<<<<

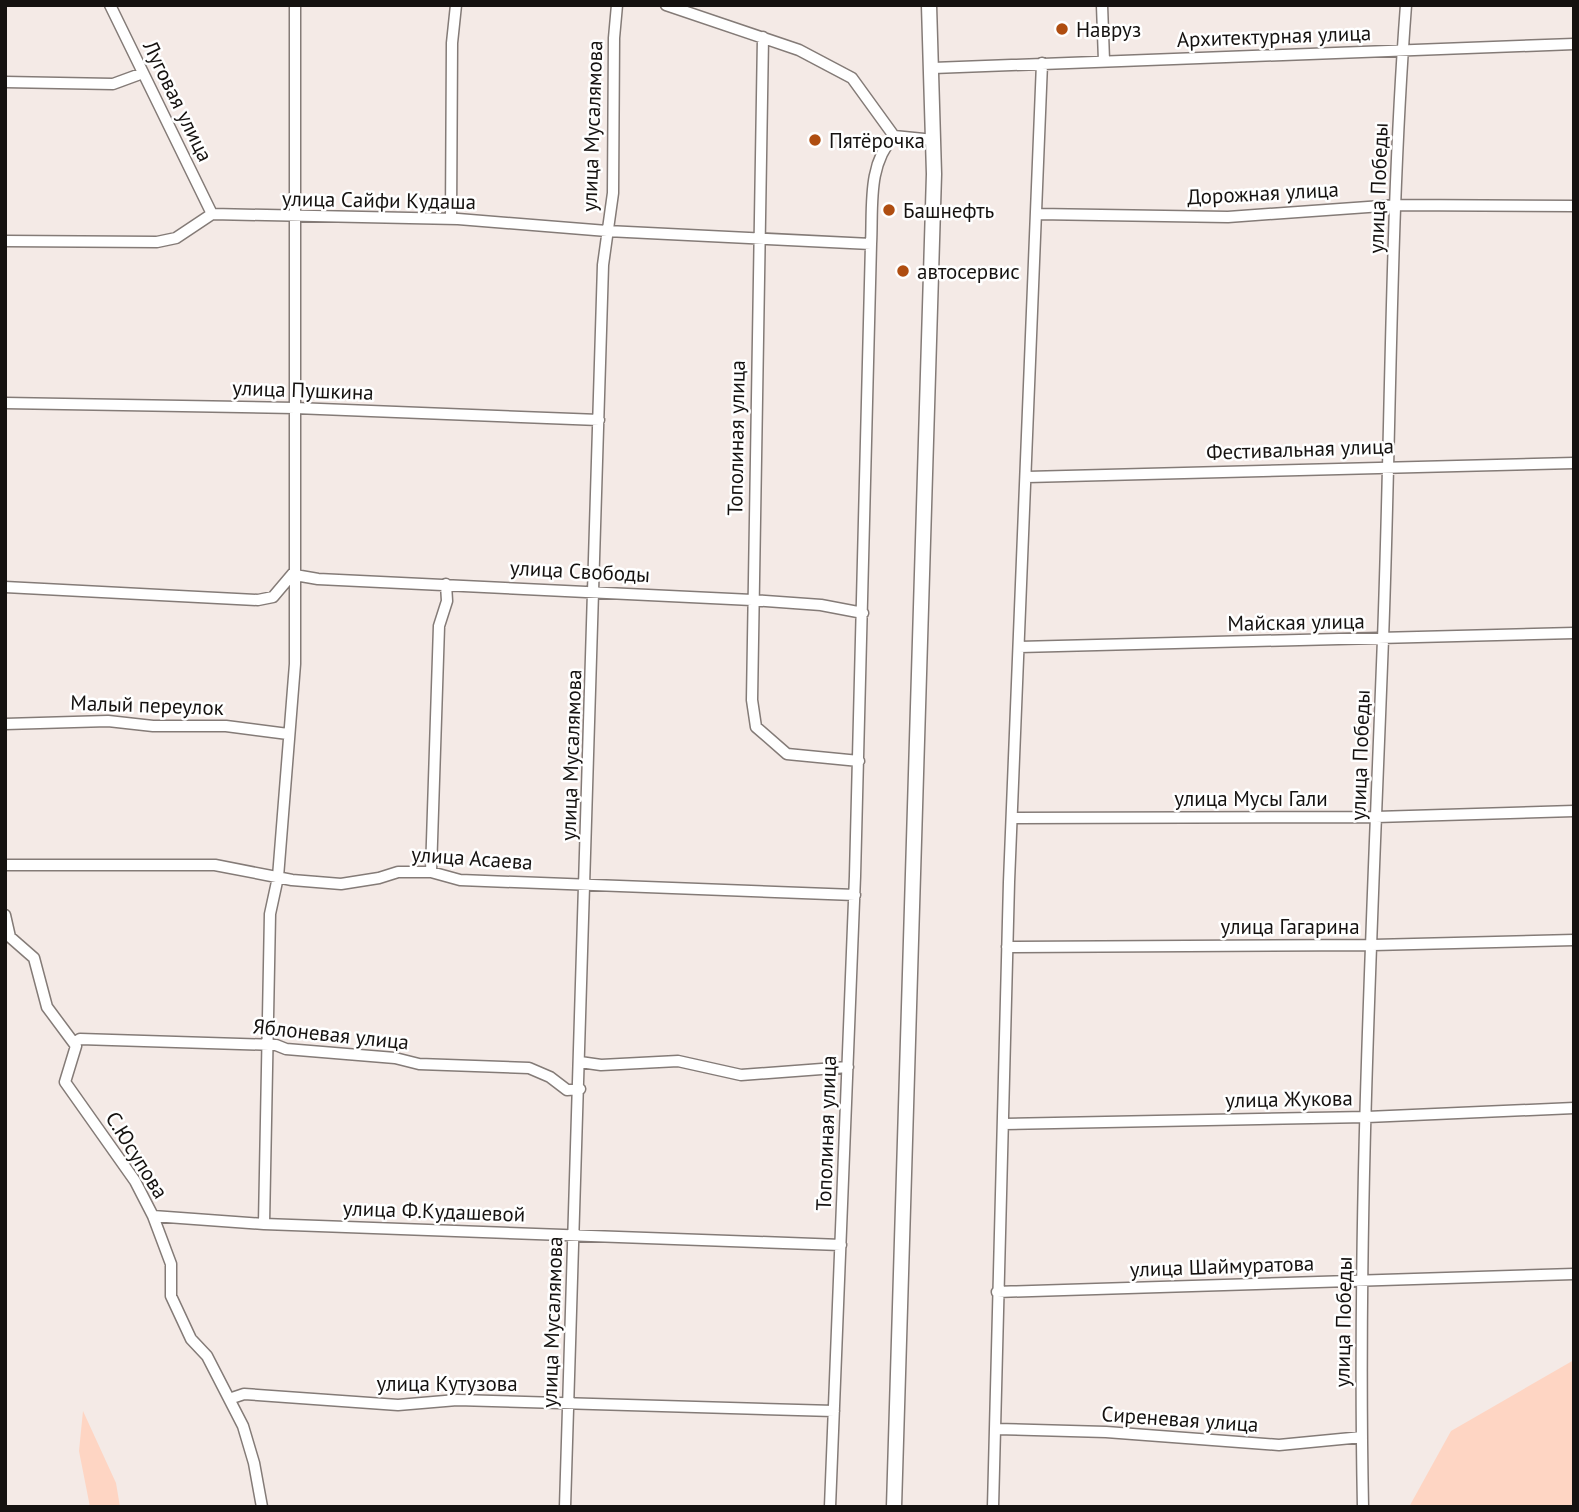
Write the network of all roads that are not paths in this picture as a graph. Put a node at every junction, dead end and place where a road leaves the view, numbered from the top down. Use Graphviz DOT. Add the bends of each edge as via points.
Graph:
graph roads {
  1 [pos="110,5"];
  2 [pos="295,5"];
  3 [pos="456,5"];
  4 [pos="617,5"];
  5 [pos="666,5"];
  6 [pos="929,5"];
  7 [pos="1102,5"];
  8 [pos="1406,5"];
  9 [pos="763,37"];
  10 [pos="1574,44"];
  11 [pos="1403,50"];
  12 [pos="1104,61"];
  13 [pos="1042,63"];
  14 [pos="933,68"];
  15 [pos="143,73"];
  16 [pos="5,82"];
  17 [pos="894,136"];
  18 [pos="934,140"];
  19 [pos="1395,205"];
  20 [pos="1574,206"];
  21 [pos="212,214"];
  22 [pos="1037,214"];
  23 [pos="295,217"];
  24 [pos="452,219"];
  25 [pos="607,231"];
  26 [pos="759,238"];
  27 [pos="5,240"];
  28 [pos="872,244"];
  29 [pos="5,403"];
  30 [pos="295,408"];
  31 [pos="599,420"];
  32 [pos="1574,463"];
  33 [pos="1389,466"];
  34 [pos="1027,477"];
  35 [pos="295,573"];
  36 [pos="446,584"];
  37 [pos="5,587"];
  38 [pos="594,590"];
  39 [pos="752,600"];
  40 [pos="863,613"];
  41 [pos="1574,633"];
  42 [pos="1383,640"];
  43 [pos="1019,647"];
  44 [pos="5,724"];
  45 [pos="288,734"];
  46 [pos="859,761"];
  47 [pos="1574,811"];
  48 [pos="1376,817"];
  49 [pos="1013,818"];
  50 [pos="5,865"];
  51 [pos="431,872"];
  52 [pos="278,877"];
  53 [pos="587,884"];
  54 [pos="855,895"];
  55 [pos="5,915"];
  56 [pos="1574,940"];
  57 [pos="1373,945"];
  58 [pos="1007,947"];
  59 [pos="74,1043"];
  60 [pos="267,1044"];
  61 [pos="580,1062"];
  62 [pos="848,1067"];
  63 [pos="580,1089"];
  64 [pos="1574,1108"];
  65 [pos="1367,1117"];
  66 [pos="1004,1124"];
  67 [pos="153,1216"];
  68 [pos="264,1224"];
  69 [pos="575,1236"];
  70 [pos="841,1245"];
  71 [pos="1574,1274"];
  72 [pos="1363,1280"];
  73 [pos="996,1292"];
  74 [pos="229,1399"];
  75 [pos="569,1404"];
  76 [pos="834,1411"];
  77 [pos="995,1429"];
  78 [pos="1362,1437"];
  79 [pos="262,1507"];
  80 [pos="565,1507"];
  81 [pos="830,1507"];
  82 [pos="894,1507"];
  83 [pos="993,1507"];
  84 [pos="1363,1507"];
  1 -- 15 [label="street, Луговая улица"];
  2 -- 23 [label="street"];
  3 -- 24 [label="street"];
  4 -- 25 [label="street, улица Мусалямова" via="614,193"];
  5 -- 9 [label="street"];
  6 -- 14 [label="main road"];
  7 -- 12 [label="street"];
  8 -- 11 [label="street, улица Победы"];
  9 -- 17 [label="street" via="852,78"];
  9 -- 26 [label="street, Тополиная улица"];
  10 -- 11 [label="street, Архитектурная улица"];
  11 -- 12 [label="street, Архитектурная улица"];
  11 -- 19 [label="street, улица Победы"];
  12 -- 13 [label="street, Архитектурная улица"];
  13 -- 14 [label="street, Архитектурная улица"];
  13 -- 22 [label="street"];
  14 -- 18 [label="main road"];
  15 -- 16 [label="street" via="113,84"];
  15 -- 21 [label="street, Луговая улица"];
  17 -- 18 [label="street"];
  17 -- 28 [label="street, Тополиная улица" via="876,164"];
  18 -- 82 [label="main road"];
  19 -- 20 [label="street, Дорожная улица"];
  19 -- 22 [label="street, Дорожная улица" via="1228,217"];
  19 -- 33 [label="street, улица Победы"];
  21 -- 23 [label="street, улица Сайфи Кудаша"];
  21 -- 27 [label="street" via="176,238 157,242"];
  22 -- 34 [label="street"];
  23 -- 24 [label="street, улица Сайфи Кудаша"];
  23 -- 30 [label="street"];
  24 -- 25 [label="street, улица Сайфи Кудаша"];
  25 -- 26 [label="street, улица Сайфи Кудаша"];
  25 -- 31 [label="street, улица Мусалямова"];
  26 -- 28 [label="street, улица Сайфи Кудаша"];
  26 -- 39 [label="street, Тополиная улица"];
  28 -- 40 [label="street, Тополиная улица"];
  29 -- 30 [label="street, улица Пушкина"];
  30 -- 31 [label="street, улица Пушкина"];
  30 -- 35 [label="street"];
  31 -- 38 [label="street, улица Мусалямова"];
  32 -- 33 [label="street, Фестивальная улица"];
  33 -- 34 [label="street, Фестивальная улица"];
  33 -- 42 [label="street, улица Победы"];
  34 -- 43 [label="street"];
  35 -- 36 [label="street, улица Свободы" via="318,579"];
  35 -- 37 [label="street" via="273,597 258,600"];
  35 -- 45 [label="street" via="295,664"];
  36 -- 38 [label="street, улица Свободы"];
  36 -- 51 [label="street" via="447,601 439,626"];
  38 -- 39 [label="street, улица Свободы"];
  38 -- 53 [label="street, улица Мусалямова"];
  39 -- 40 [label="street, улица Свободы"];
  39 -- 46 [label="street, Тополиная улица" via="751,700 756,727 787,754"];
  40 -- 46 [label="street, Тополиная улица"];
  41 -- 42 [label="street, Майская улица"];
  42 -- 43 [label="street, Майская улица"];
  42 -- 48 [label="street, улица Победы"];
  43 -- 49 [label="street"];
  44 -- 45 [label="street, Малый переулок" via="108,721 226,726"];
  45 -- 52 [label="street"];
  46 -- 54 [label="street, Тополиная улица"];
  47 -- 48 [label="street, улица Мусы Гали"];
  48 -- 49 [label="street, улица Мусы Гали"];
  48 -- 57 [label="street, улица Победы"];
  49 -- 58 [label="street"];
  50 -- 52 [label="street, улица Асаева" via="215,865"];
  51 -- 52 [label="street, улица Асаева" via="398,872 341,884"];
  51 -- 53 [label="street, улица Асаева" via="460,880"];
  52 -- 60 [label="street" via="270,914"];
  53 -- 54 [label="street, улица Асаева"];
  53 -- 61 [label="street, улица Мусалямова"];
  54 -- 62 [label="street, Тополиная улица"];
  55 -- 59 [label="street" via="10,937 34,958 47,1007"];
  56 -- 57 [label="street, улица Гагарина"];
  57 -- 58 [label="street, улица Гагарина"];
  57 -- 65 [label="street, улица Победы"];
  58 -- 66 [label="street"];
  59 -- 60 [label="street, Яблоневая улица" via="80,1039"];
  59 -- 67 [label="street, С.Юсупова" via="65,1082 135,1181"];
  60 -- 63 [label="street, Яблоневая улица" via="419,1063 529,1068 567,1090"];
  60 -- 68 [label="street"];
  61 -- 62 [label="street" via="678,1061 741,1074"];
  61 -- 63 [label="street, улица Мусалямова"];
  62 -- 70 [label="street, Тополиная улица"];
  63 -- 69 [label="street, улица Мусалямова"];
  64 -- 65 [label="street, улица Жукова"];
  65 -- 66 [label="street, улица Жукова"];
  65 -- 72 [label="street, улица Победы"];
  66 -- 73 [label="street"];
  67 -- 68 [label="street, улица Ф.Кудашевой"];
  67 -- 74 [label="street, С.Юсупова" via="170,1264 171,1296 191,1339 207,1356"];
  68 -- 69 [label="street, улица Ф.Кудашевой"];
  69 -- 70 [label="street, улица Ф.Кудашевой"];
  69 -- 75 [label="street, улица Мусалямова"];
  70 -- 76 [label="street, Тополиная улица"];
  71 -- 72 [label="street, улица Шаймуратова"];
  72 -- 73 [label="street, улица Шаймуратова"];
  72 -- 78 [label="street, улица Победы"];
  73 -- 77 [label="street"];
  74 -- 75 [label="street, улица Кутузова" via="244,1395 398,1405 427,1400"];
  74 -- 79 [label="street, С.Юсупова" via="254,1462"];
  75 -- 76 [label="street, улица Кутузова"];
  75 -- 80 [label="street, улица Мусалямова"];
  76 -- 81 [label="street, Тополиная улица"];
  77 -- 78 [label="street, Сиреневая улица" via="1279,1445"];
  77 -- 83 [label="street"];
  78 -- 84 [label="street, улица Победы"];
}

>>>>

> [Work to be completed]:
Look through the data and gather every line with the string "Гали" in it.

> [Answer below]:
  47 -- 48 [label="street, улица Мусы Гали"];
  48 -- 49 [label="street, улица Мусы Гали"];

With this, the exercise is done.